- **Problem to work on**
Count up every line of the data in which "Marg" occurs. The reply is one number and nothing more.

Records from a dataset:
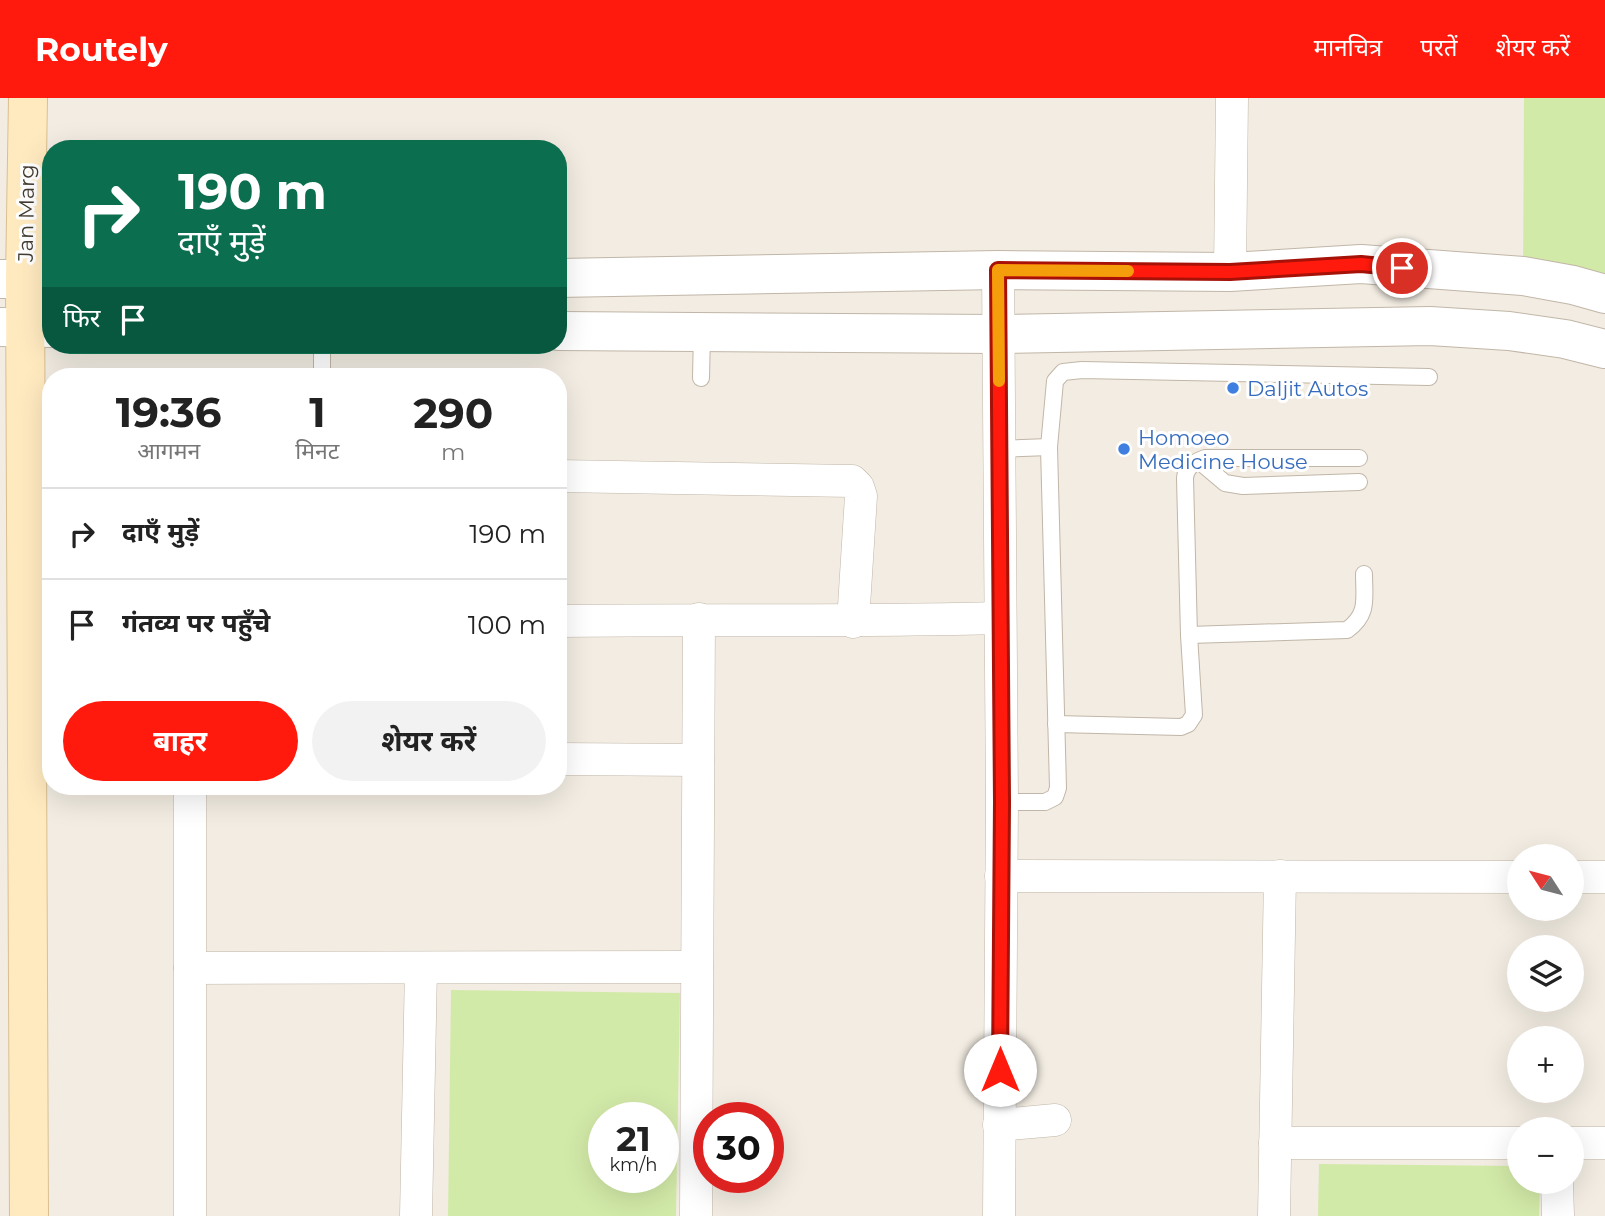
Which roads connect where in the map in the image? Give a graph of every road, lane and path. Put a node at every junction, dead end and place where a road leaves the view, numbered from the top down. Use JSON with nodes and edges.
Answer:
{"nodes":[{"id":1,"x":28,"y":98,"type":"edge"},
{"id":2,"x":1232,"y":98,"type":"edge"},
{"id":3,"x":998,"y":270,"type":"junction"},
{"id":4,"x":1230,"y":272,"type":"junction"},
{"id":5,"x":567,"y":278,"type":"edge"},
{"id":6,"x":25,"y":279,"type":"edge"},
{"id":7,"x":1605,"y":294,"type":"edge"},
{"id":8,"x":26,"y":328,"type":"edge"},
{"id":9,"x":567,"y":331,"type":"edge"},
{"id":10,"x":702,"y":332,"type":"junction"},
{"id":11,"x":999,"y":334,"type":"junction"},
{"id":12,"x":1605,"y":349,"type":"edge"},
{"id":13,"x":1429,"y":377,"type":"dead end"},
{"id":14,"x":701,"y":378,"type":"dead end"},
{"id":15,"x":1049,"y":447,"type":"junction"},
{"id":16,"x":999,"y":449,"type":"junction"},
{"id":17,"x":1359,"y":458,"type":"dead end"},
{"id":18,"x":1199,"y":460,"type":"junction"},
{"id":19,"x":567,"y":476,"type":"edge"},
{"id":20,"x":1359,"y":482,"type":"dead end"},
{"id":21,"x":1364,"y":574,"type":"dead end"},
{"id":22,"x":1000,"y":618,"type":"junction"},
{"id":23,"x":699,"y":619,"type":"junction"},
{"id":24,"x":567,"y":621,"type":"edge"},
{"id":25,"x":853,"y":622,"type":"junction"},
{"id":26,"x":39,"y":626,"type":"edge"},
{"id":27,"x":1189,"y":635,"type":"junction"},
{"id":28,"x":1056,"y":724,"type":"junction"},
{"id":29,"x":567,"y":759,"type":"edge"},
{"id":30,"x":698,"y":760,"type":"junction"},
{"id":31,"x":190,"y":795,"type":"edge"},
{"id":32,"x":1002,"y":802,"type":"junction"},
{"id":33,"x":1001,"y":876,"type":"junction"},
{"id":34,"x":1280,"y":876,"type":"junction"},
{"id":35,"x":1507,"y":877,"type":"edge"},
{"id":36,"x":1584,"y":877,"type":"edge"},
{"id":37,"x":1605,"y":877,"type":"edge"},
{"id":38,"x":697,"y":967,"type":"junction"},
{"id":39,"x":190,"y":968,"type":"junction"},
{"id":40,"x":421,"y":968,"type":"junction"},
{"id":41,"x":1055,"y":1120,"type":"dead end"},
{"id":42,"x":999,"y":1125,"type":"junction"},
{"id":43,"x":1275,"y":1143,"type":"junction"},
{"id":44,"x":1507,"y":1143,"type":"edge"},
{"id":45,"x":1584,"y":1143,"type":"edge"},
{"id":46,"x":1605,"y":1143,"type":"edge"},
{"id":47,"x":1557,"y":1194,"type":"edge"},
{"id":48,"x":29,"y":1216,"type":"edge"},
{"id":49,"x":190,"y":1216,"type":"edge"},
{"id":50,"x":416,"y":1216,"type":"edge"},
{"id":51,"x":696,"y":1216,"type":"edge"},
{"id":52,"x":999,"y":1216,"type":"edge"},
{"id":53,"x":1274,"y":1216,"type":"edge"},
{"id":54,"x":1558,"y":1216,"type":"edge"}],
"edges":[{"from":1,"to":6,"type":"main road","name":"Jan Marg"},
{"from":2,"to":4,"type":"street"},
{"from":3,"to":4,"type":"street"},
{"from":3,"to":5,"type":"street"},
{"from":3,"to":11,"type":"street"},
{"from":4,"to":7,"type":"street"},
{"from":6,"to":8,"type":"main road","name":"Jan Marg"},
{"from":8,"to":26,"type":"main road","name":"Jan Marg"},
{"from":9,"to":10,"type":"street"},
{"from":10,"to":11,"type":"street"},
{"from":10,"to":14,"type":"lane"},
{"from":11,"to":12,"type":"street"},
{"from":11,"to":16,"type":"street"},
{"from":13,"to":15,"type":"lane"},
{"from":15,"to":16,"type":"lane"},
{"from":15,"to":28,"type":"lane"},
{"from":16,"to":22,"type":"street"},
{"from":17,"to":18,"type":"lane"},
{"from":18,"to":20,"type":"lane"},
{"from":18,"to":27,"type":"lane"},
{"from":19,"to":25,"type":"street"},
{"from":21,"to":27,"type":"lane"},
{"from":22,"to":25,"type":"street"},
{"from":22,"to":32,"type":"street"},
{"from":23,"to":24,"type":"street"},
{"from":23,"to":25,"type":"street"},
{"from":23,"to":30,"type":"street"},
{"from":26,"to":48,"type":"main road","name":"Jan Marg"},
{"from":27,"to":28,"type":"lane"},
{"from":28,"to":32,"type":"lane"},
{"from":29,"to":30,"type":"street"},
{"from":30,"to":38,"type":"street"},
{"from":31,"to":39,"type":"street"},
{"from":32,"to":33,"type":"street"},
{"from":33,"to":34,"type":"street"},
{"from":33,"to":42,"type":"street"},
{"from":34,"to":35,"type":"street"},
{"from":34,"to":43,"type":"street"},
{"from":36,"to":37,"type":"street"},
{"from":38,"to":40,"type":"street"},
{"from":38,"to":51,"type":"street"},
{"from":39,"to":40,"type":"street"},
{"from":39,"to":49,"type":"street"},
{"from":40,"to":50,"type":"street"},
{"from":41,"to":42,"type":"street"},
{"from":42,"to":52,"type":"street"},
{"from":43,"to":44,"type":"street"},
{"from":43,"to":53,"type":"street"},
{"from":45,"to":46,"type":"street"},
{"from":47,"to":54,"type":"street"}]}
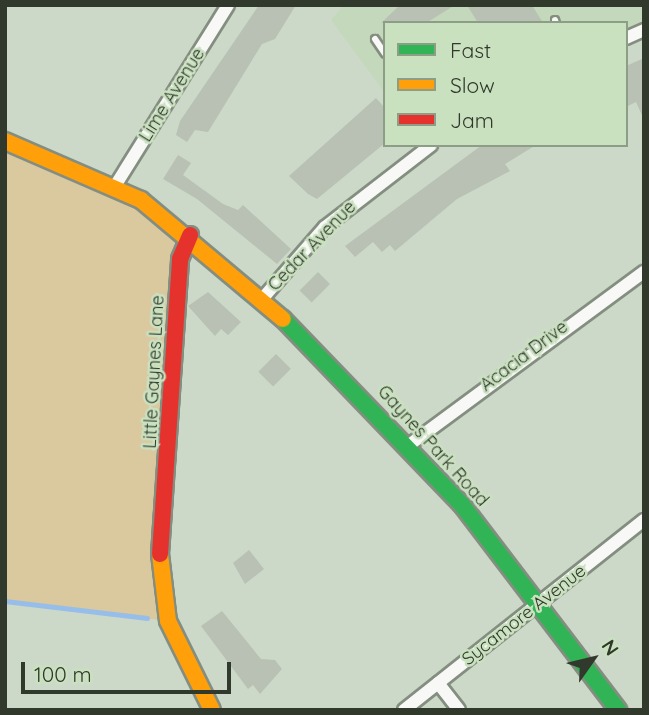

- **Task answer**
4